The beginnings of New German Cinema can be traced back to a single page, published in the journal Filmstudio in 1962. Brief and characteristically subversive, it summed the Oberhausen Manifesto up in a few broken lines.

Papas cinema

is dead mani

festo of the yo

ung 1962 ho

pe or

disaster

(Rentschler, E. 2012)

The youth of West Germany were coming together, solidifying behind their new ideologies like water exposed to the cold. ‘Students began to protest at their universities and in the streets, their movement served as the vehicle for the generation’s frustrations with a nation that, rebuilt after the war, failed to live up to the promises of its architects.’ (Day, M. 2021) The rebellious left needed an outlet, and they found it, coddled in the palm of their parents, they found cinema.

The signatories of the Oberhausen Manifesto despised West German film of the time, finding it commercialised and lacking intellectually, as well as being isolated from other art forms and the political consciousness of their peers. With this negativity about the state of the cinema being made, came a natural positivity around West Germany’s cinematic future. The new filmmakers looked around at other European countries like France, Italy, and Poland, and realised, if the previous generation would not confront themselves, then it was in the hands of the next generation to do so. More than most countries there was a generational dispute, on the back of the Second World war in West Germany. “A lot of the politics of a reckoning, or a mastering, or a coming to terms with fascism, had played out in relation to family politics, really, and the question ‘what were you doing in the war?’ takes on a certain colouring.” (Barnes, H. 2017.) Therefore, it was not surprising for the signatories to claim that papa was dead, and on the back of the government funded conservative and tame films of the fifties, the Oberhausen Manifesto named three main things to strive for:

‘(1) free film from its intellectual isolation in the Federal Republic; (2) militate against the dictates of a strictly commercial orientation operative in the film industry today; (3) allow for conditions which make film aware of its public responsibility and, consequently, in keeping with this responsibility, to seek appropriate themes: film should embrace social documentation, political questions, educational concerns, and filmic innovations, matters all but impossible under the conditions that have governed film production.’ (McCormick, R. Guenther-Pal, A. 2004)

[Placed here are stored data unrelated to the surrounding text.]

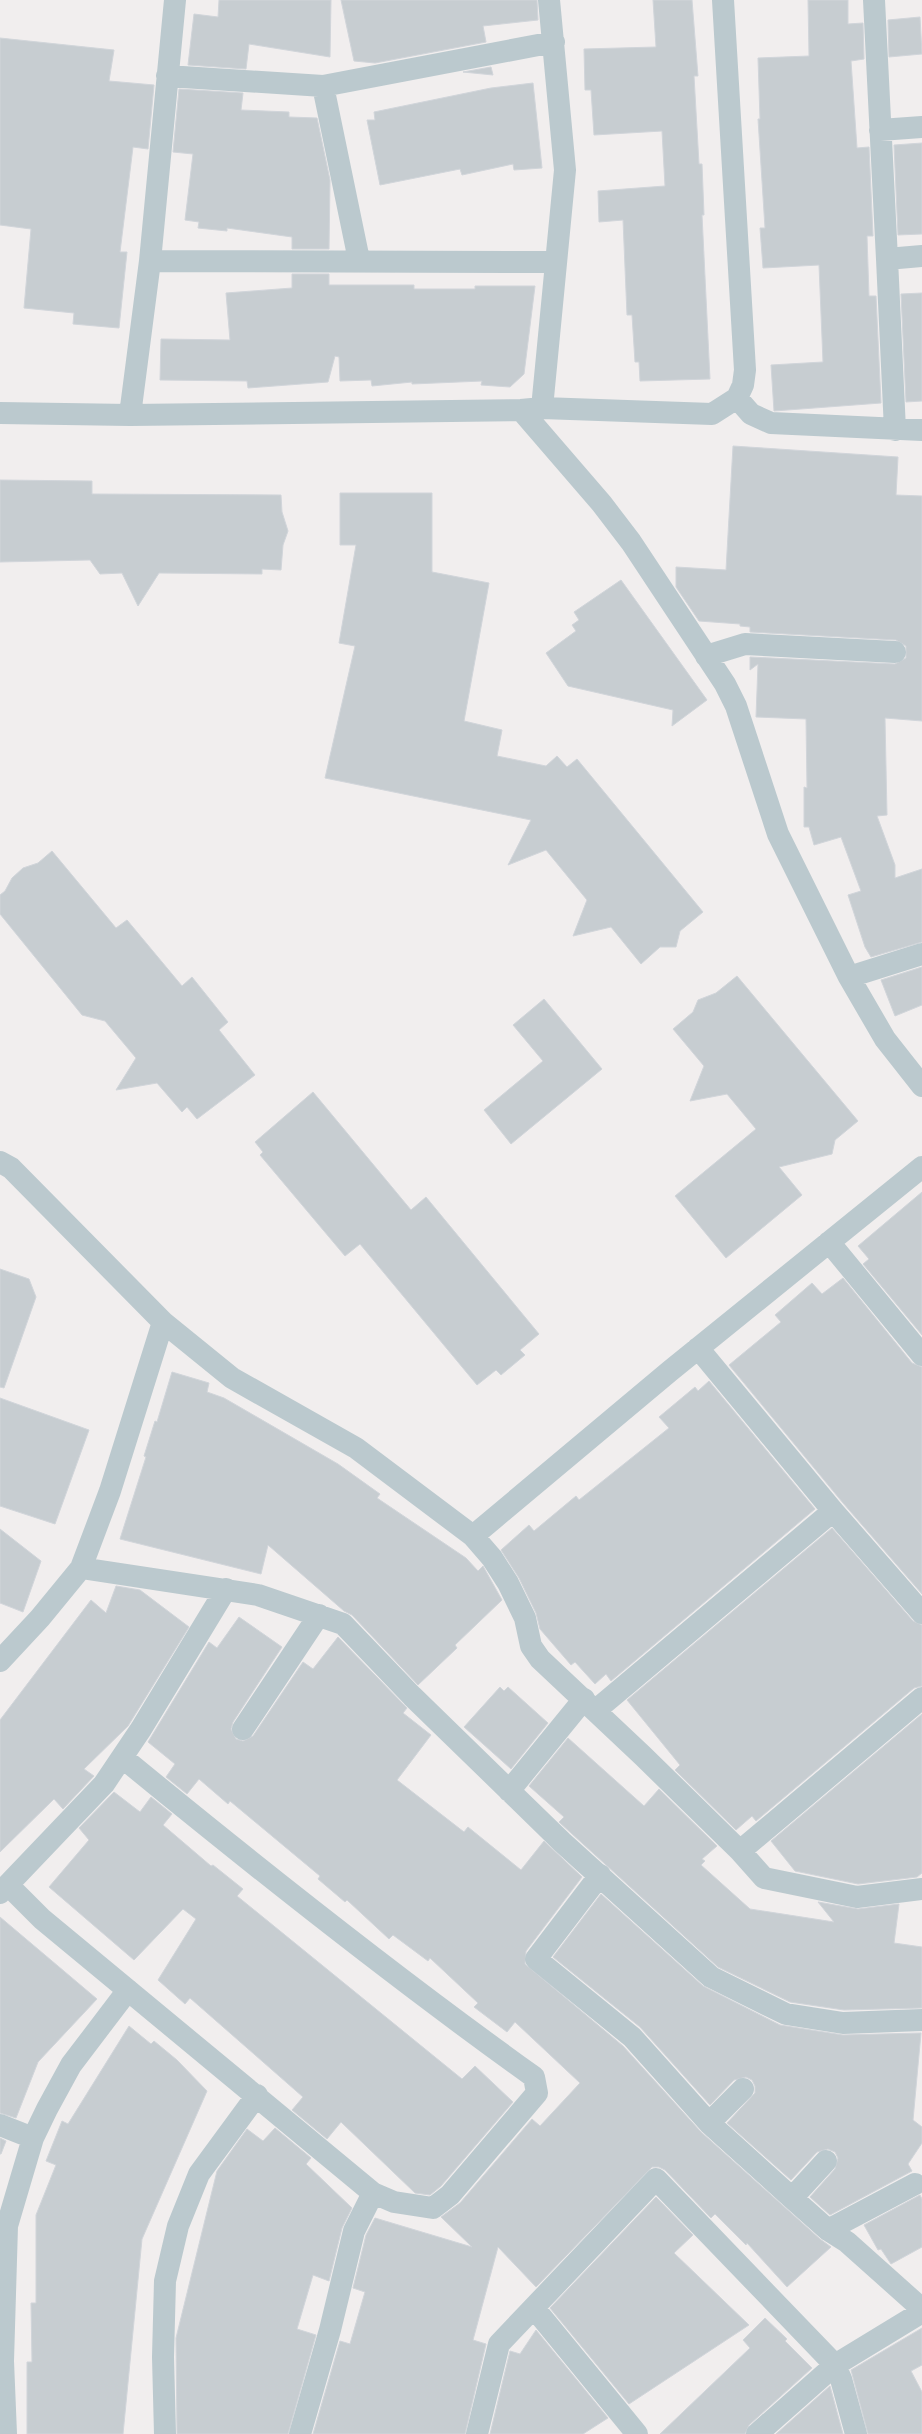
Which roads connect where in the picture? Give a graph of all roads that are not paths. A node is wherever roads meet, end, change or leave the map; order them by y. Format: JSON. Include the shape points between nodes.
{"nodes":[{"id":1,"x":175,"y":0,"type":"edge"},
{"id":2,"x":549,"y":0,"type":"edge"},
{"id":3,"x":723,"y":0,"type":"edge"},
{"id":4,"x":874,"y":0,"type":"edge"},
{"id":5,"x":554,"y":42,"type":"junction"},
{"id":6,"x":167,"y":76,"type":"junction"},
{"id":7,"x":323,"y":86,"type":"junction"},
{"id":8,"x":922,"y":127,"type":"edge"},
{"id":9,"x":880,"y":130,"type":"junction"},
{"id":10,"x":922,"y":256,"type":"edge"},
{"id":11,"x":887,"y":259,"type":"junction"},
{"id":12,"x":359,"y":260,"type":"junction"},
{"id":13,"x":150,"y":261,"type":"junction"},
{"id":14,"x":555,"y":262,"type":"junction"},
{"id":15,"x":737,"y":398,"type":"junction"},
{"id":16,"x":532,"y":409,"type":"junction"},
{"id":17,"x":0,"y":413,"type":"edge"},
{"id":18,"x":130,"y":415,"type":"junction"},
{"id":19,"x":895,"y":430,"type":"junction"},
{"id":20,"x":922,"y":430,"type":"edge"},
{"id":21,"x":895,"y":652,"type":"dead end"},
{"id":22,"x":706,"y":656,"type":"junction"},
{"id":23,"x":922,"y":954,"type":"edge"},
{"id":24,"x":849,"y":977,"type":"junction"},
{"id":25,"x":922,"y":1086,"type":"edge"},
{"id":26,"x":0,"y":1162,"type":"edge"},
{"id":27,"x":922,"y":1167,"type":"edge"},
{"id":28,"x":829,"y":1242,"type":"junction"},
{"id":29,"x":163,"y":1322,"type":"junction"},
{"id":30,"x":698,"y":1348,"type":"junction"},
{"id":31,"x":922,"y":1355,"type":"edge"},
{"id":32,"x":833,"y":1511,"type":"junction"},
{"id":33,"x":473,"y":1536,"type":"junction"},
{"id":34,"x":81,"y":1568,"type":"junction"},
{"id":35,"x":226,"y":1590,"type":"junction"},
{"id":36,"x":922,"y":1613,"type":"edge"},
{"id":37,"x":319,"y":1615,"type":"junction"},
{"id":38,"x":0,"y":1661,"type":"edge"},
{"id":39,"x":922,"y":1698,"type":"edge"},
{"id":40,"x":590,"y":1705,"type":"junction"},
{"id":41,"x":243,"y":1729,"type":"dead end"},
{"id":42,"x":123,"y":1758,"type":"junction"},
{"id":43,"x":509,"y":1791,"type":"junction"},
{"id":44,"x":740,"y":1851,"type":"junction"},
{"id":45,"x":600,"y":1875,"type":"junction"},
{"id":46,"x":4,"y":1889,"type":"edge"},
{"id":47,"x":922,"y":1889,"type":"edge"},
{"id":48,"x":128,"y":1990,"type":"junction"},
{"id":49,"x":922,"y":2020,"type":"edge"},
{"id":50,"x":743,"y":2089,"type":"dead end"},
{"id":51,"x":257,"y":2095,"type":"junction"},
{"id":52,"x":709,"y":2123,"type":"junction"},
{"id":53,"x":0,"y":2125,"type":"edge"},
{"id":54,"x":33,"y":2138,"type":"junction"},
{"id":55,"x":826,"y":2160,"type":"dead end"},
{"id":56,"x":915,"y":2184,"type":"dead end"},
{"id":57,"x":373,"y":2193,"type":"junction"},
{"id":58,"x":792,"y":2198,"type":"junction"},
{"id":59,"x":828,"y":2230,"type":"junction"},
{"id":60,"x":534,"y":2308,"type":"junction"},
{"id":61,"x":922,"y":2309,"type":"edge"},
{"id":62,"x":922,"y":2312,"type":"edge"},
{"id":63,"x":835,"y":2365,"type":"junction"},
{"id":64,"x":6,"y":2434,"type":"edge"},
{"id":65,"x":165,"y":2434,"type":"edge"},
{"id":66,"x":300,"y":2434,"type":"edge"},
{"id":67,"x":477,"y":2434,"type":"edge"},
{"id":68,"x":637,"y":2434,"type":"edge"},
{"id":69,"x":757,"y":2434,"type":"edge"},
{"id":70,"x":856,"y":2434,"type":"edge"}],
"edges":[{"from":1,"to":6,"type":"street"},
{"from":2,"to":5,"type":"street"},
{"from":3,"to":15,"type":"street","via":[[745,370],[743,385]]},
{"from":4,"to":9,"type":"street"},
{"from":5,"to":7,"type":"street"},
{"from":5,"to":14,"type":"street","via":[[565,170]]},
{"from":6,"to":7,"type":"street"},
{"from":6,"to":13,"type":"street"},
{"from":7,"to":12,"type":"street"},
{"from":8,"to":9,"type":"street"},
{"from":9,"to":11,"type":"street"},
{"from":10,"to":11,"type":"street"},
{"from":11,"to":19,"type":"street"},
{"from":12,"to":13,"type":"street"},
{"from":12,"to":14,"type":"street"},
{"from":13,"to":18,"type":"street"},
{"from":14,"to":16,"type":"street"},
{"from":15,"to":16,"type":"street","via":[[712,414]]},
{"from":15,"to":19,"type":"street","via":[[751,414],[771,423]]},
{"from":16,"to":18,"type":"street"},
{"from":16,"to":22,"type":"street","via":[[631,542]]},
{"from":17,"to":18,"type":"street"},
{"from":19,"to":20,"type":"street"},
{"from":21,"to":22,"type":"street","via":[[745,644]]},
{"from":22,"to":24,"type":"street","via":[[736,706],[778,834]]},
{"from":23,"to":24,"type":"street"},
{"from":24,"to":25,"type":"street","via":[[885,1038]]},
{"from":26,"to":29,"type":"street","via":[[11,1168]]},
{"from":27,"to":28,"type":"street"},
{"from":28,"to":30,"type":"street"},
{"from":28,"to":31,"type":"street"},
{"from":29,"to":33,"type":"street","via":[[232,1378],[356,1448]]},
{"from":29,"to":34,"type":"street","via":[[110,1491]]},
{"from":30,"to":32,"type":"street"},
{"from":30,"to":33,"type":"street"},
{"from":32,"to":36,"type":"street"},
{"from":32,"to":40,"type":"street"},
{"from":33,"to":40,"type":"street","via":[[492,1558],[508,1583],[525,1618],[531,1646],[540,1659]]},
{"from":34,"to":35,"type":"street"},
{"from":34,"to":38,"type":"street"},
{"from":35,"to":37,"type":"street","via":[[258,1595]]},
{"from":35,"to":42,"type":"street"},
{"from":37,"to":41,"type":"street"},
{"from":37,"to":43,"type":"street","via":[[343,1624]]},
{"from":39,"to":44,"type":"street"},
{"from":40,"to":43,"type":"street"},
{"from":40,"to":44,"type":"street"},
{"from":42,"to":46,"type":"street","via":[[104,1784]]},
{"from":42,"to":57,"type":"street","via":[[307,1905],[534,2077],[537,2093],[450,2195],[433,2208],[394,2202]]},
{"from":43,"to":45,"type":"street"},
{"from":44,"to":47,"type":"street","via":[[764,1878],[784,1883],[857,1897]]},
{"from":45,"to":49,"type":"street","via":[[711,1977],[786,2014],[843,2022]]},
{"from":45,"to":52,"type":"street","via":[[536,1959],[632,2037]]},
{"from":46,"to":48,"type":"street"},
{"from":48,"to":51,"type":"street"},
{"from":48,"to":54,"type":"street","via":[[71,2065]]},
{"from":50,"to":52,"type":"street"},
{"from":51,"to":57,"type":"street"},
{"from":51,"to":65,"type":"street","via":[[199,2174],[178,2226],[165,2282]]},
{"from":52,"to":58,"type":"street"},
{"from":53,"to":54,"type":"street"},
{"from":54,"to":64,"type":"street","via":[[7,2226],[4,2362]]},
{"from":55,"to":58,"type":"street"},
{"from":56,"to":59,"type":"street"},
{"from":57,"to":66,"type":"street","via":[[354,2231],[330,2330]]},
{"from":58,"to":59,"type":"street"},
{"from":59,"to":61,"type":"street","via":[[847,2242]]},
{"from":60,"to":63,"type":"street","via":[[656,2179]]},
{"from":60,"to":67,"type":"street","via":[[499,2344]]},
{"from":60,"to":68,"type":"street"},
{"from":62,"to":63,"type":"street"},
{"from":63,"to":69,"type":"street"},
{"from":63,"to":70,"type":"street"}]}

Out of discontent, came art, and out of that art came some of the finest cinema of Germany or, even, Europe as a whole. The aims of the Oberhausen Manifesto framed the scene, and a new filmic voice was born, highly original and unyielding in its desire to converse and be conversed with. New German cinema would become a part of the wider discussion of European film, but first they would have to make films worthy of it. For all their talk, now was the time for action.

II. Hope or Disaster

One of the signatories on the manifesto was Alexander Kluge. His first feature film garnered international acclaim and critical approval, becoming a marquee film in the beginnings of New German Cinema. Yesterday Girl (Kluge, A. 1966) is based on the story Anita G (Kluge, A. 1962) following an East German immigrant living in West Germany and the maltreatment of such a person during the time period. The film comments on social and political ideology, therefore directly correlating with the third point of the Oberhausen Manifesto, and it also views the world from an East German perspective therefore extricating itself from the confines of the Federal Republic. However, Kluge was looking around at the landscape of West German cinema as a whole and finding himself incredibly disillusioned with the climate.

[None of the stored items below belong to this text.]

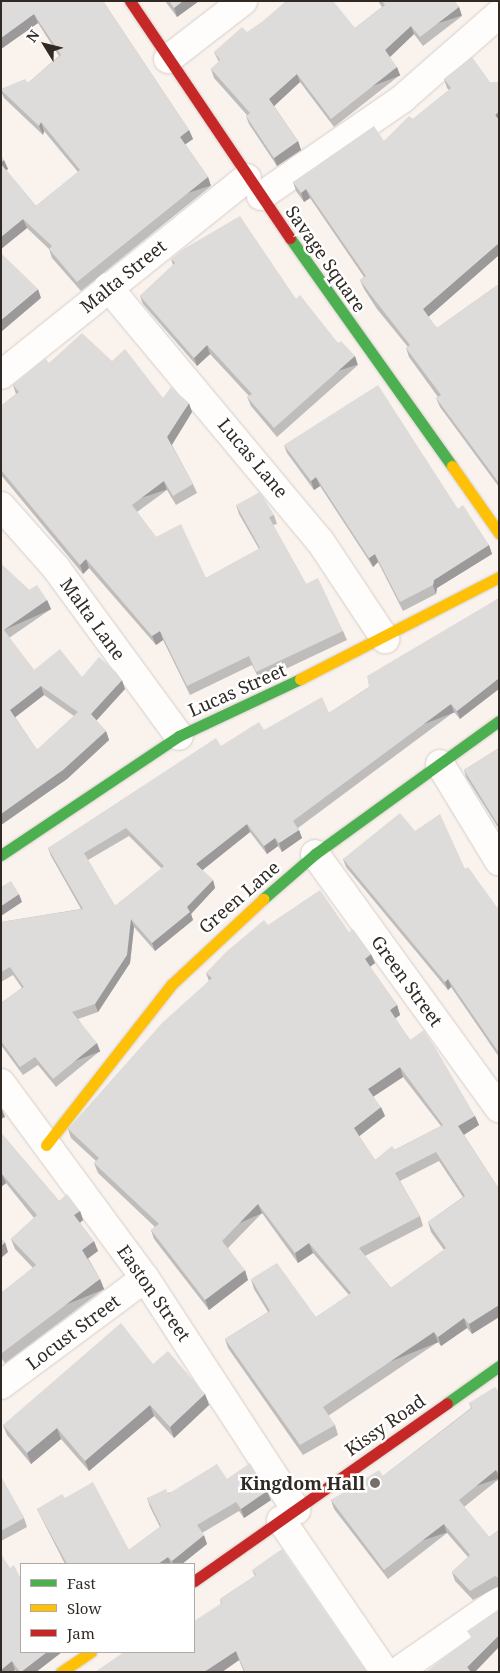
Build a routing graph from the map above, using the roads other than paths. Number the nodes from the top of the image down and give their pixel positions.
1 (130, 1) edge
2 (243, 1) edge
3 (487, 1) edge
4 (499, 14) edge
5 (168, 59) junction
6 (254, 187) junction
7 (108, 287) junction
8 (1, 375) edge
9 (1, 506) edge
10 (499, 533) edge
11 (499, 577) edge
12 (385, 640) junction
13 (499, 721) edge
14 (179, 736) junction
15 (440, 764) junction
16 (315, 854) junction
17 (1, 855) edge
18 (499, 860) edge
19 (1, 1083) edge
20 (499, 1108) edge
21 (46, 1145) junction
22 (145, 1278) junction
23 (499, 1366) edge
24 (1, 1385) edge
25 (289, 1515) junction
26 (195, 1580) edge
27 (499, 1601) edge
28 (90, 1653) edge
29 (61, 1672) edge
30 (385, 1672) edge
31 (396, 1672) edge

1 - 5 street, Savage Square
2 - 5 street
3 - 4 street
4 - 6 street, Malta Street
5 - 6 street, Savage Square
6 - 7 street, Malta Street
6 - 10 street, Savage Square
7 - 8 street, Malta Street
7 - 12 street, Lucas Lane
9 - 14 street, Malta Lane
11 - 12 street, Lucas Street
12 - 14 street, Lucas Street
13 - 15 street, Green Lane
14 - 17 street, Lucas Street
15 - 16 street, Green Lane
15 - 18 street
16 - 20 street, Green Street
16 - 21 street, Green Lane
19 - 21 street, Easton Street
21 - 22 street, Easton Street
22 - 24 street, Locust Street
22 - 25 street, Easton Street
23 - 25 street, Kissy Road
25 - 26 street, Kissy Road
25 - 30 street, Easton Street
27 - 31 street
28 - 29 street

In that statement, released in the 1962 Spring edition of Filmstudio, there is one phrase that stood out to Kluge, it seems. ‘Hope or disaster’. What had begun so vehemently hopeful, had began to wane. There was only one director latching onto the Oberhausen aims, only Kluge himself seemed to be attempting to make something in line with the original intentions. These frustrations would manifest themselves into his next film: Artists Under the Big Top: Perplexed (Kluge, A. 1968).

In an interview about this film, Kluge said: ‘I made the film under the direct impression of the student revolution… High up in the dome of the circus, the artists cannot react to the inhumanity of the world, and below on the ground, the clowns and circus workers can’t even begin to get the idea to start a revolution, to put in lots of effort and to change the world. So, what to do?’ (Cutler, A. 2016) Artists Under the Big Top: Perplexed (Kluge, A. 1968) follows Leni Peickert, she is a circus owner who yearns to create a new kind of circus, failing despite her efforts. One could reasonably discern that the circus represents New German Cinema at the time, and Leni is Kluge himself, desperately trying to stimulate creativity and push their respective art forms, yet unable to inspire any true progress from their literal and metaphorical clowns at their disposal. It would take nearly a decade from the signatories signing off on their manifesto of a New German Cinema, for a community to begin to spring up, and from it, three kings would emerge, to eclipse even Kluge himself in the furthering of West German film, bringing hope where there was so nearly disaster.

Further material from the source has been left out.